- The problem: Below is a listing to repeat exactly, with its pictures left out.
━━━━━━━━
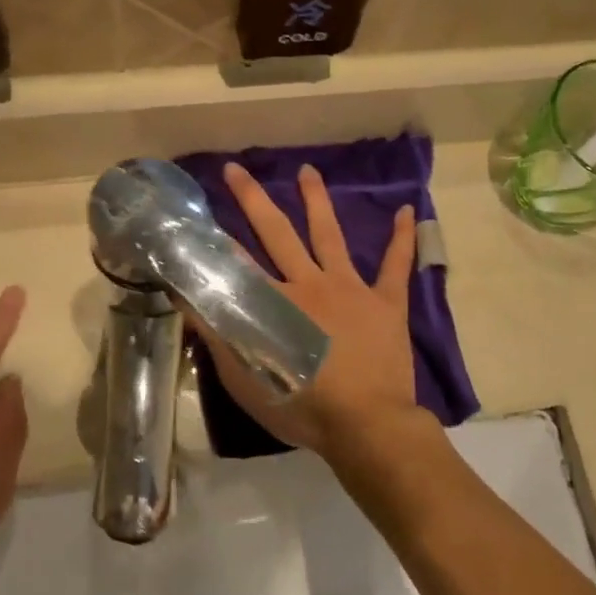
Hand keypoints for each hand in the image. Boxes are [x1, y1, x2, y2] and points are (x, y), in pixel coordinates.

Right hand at [196, 163, 441, 459]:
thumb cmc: (302, 407)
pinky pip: (395, 265)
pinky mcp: (385, 302)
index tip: (199, 212)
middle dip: (253, 200)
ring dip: (317, 201)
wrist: (366, 425)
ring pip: (329, 235)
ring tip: (307, 171)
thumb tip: (187, 301)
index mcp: (274, 303)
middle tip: (236, 169)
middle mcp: (309, 283)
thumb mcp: (245, 379)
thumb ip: (216, 337)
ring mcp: (350, 288)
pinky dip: (402, 239)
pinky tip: (408, 211)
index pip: (236, 262)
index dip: (215, 237)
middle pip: (276, 232)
━━━━━━━━
- Exercise answer:
Hand keypoints for each hand in the image. Boxes are [x1, y1, x2, y2] and points are (x, y), in pixel coordinates.

Right hand at [196, 163, 441, 459]:
thumb cmc: (302, 407)
pinky pip: (395, 265)
pinky mcp: (385, 302)
index tip: (199, 212)
middle dip: (253, 200)
ring dip: (317, 201)
wrist: (366, 425)
ring pip: (329, 235)
ring tip: (307, 171)
thumb tip: (187, 301)
index mcp: (274, 303)
middle tip: (236, 169)
middle mcp: (309, 283)
thumb mcp: (245, 379)
thumb ip: (216, 337)
ring mcp: (350, 288)
pinky dip: (402, 239)
pinky tip: (408, 211)
index pip: (236, 262)
index dip: (215, 237)
middle pip: (276, 232)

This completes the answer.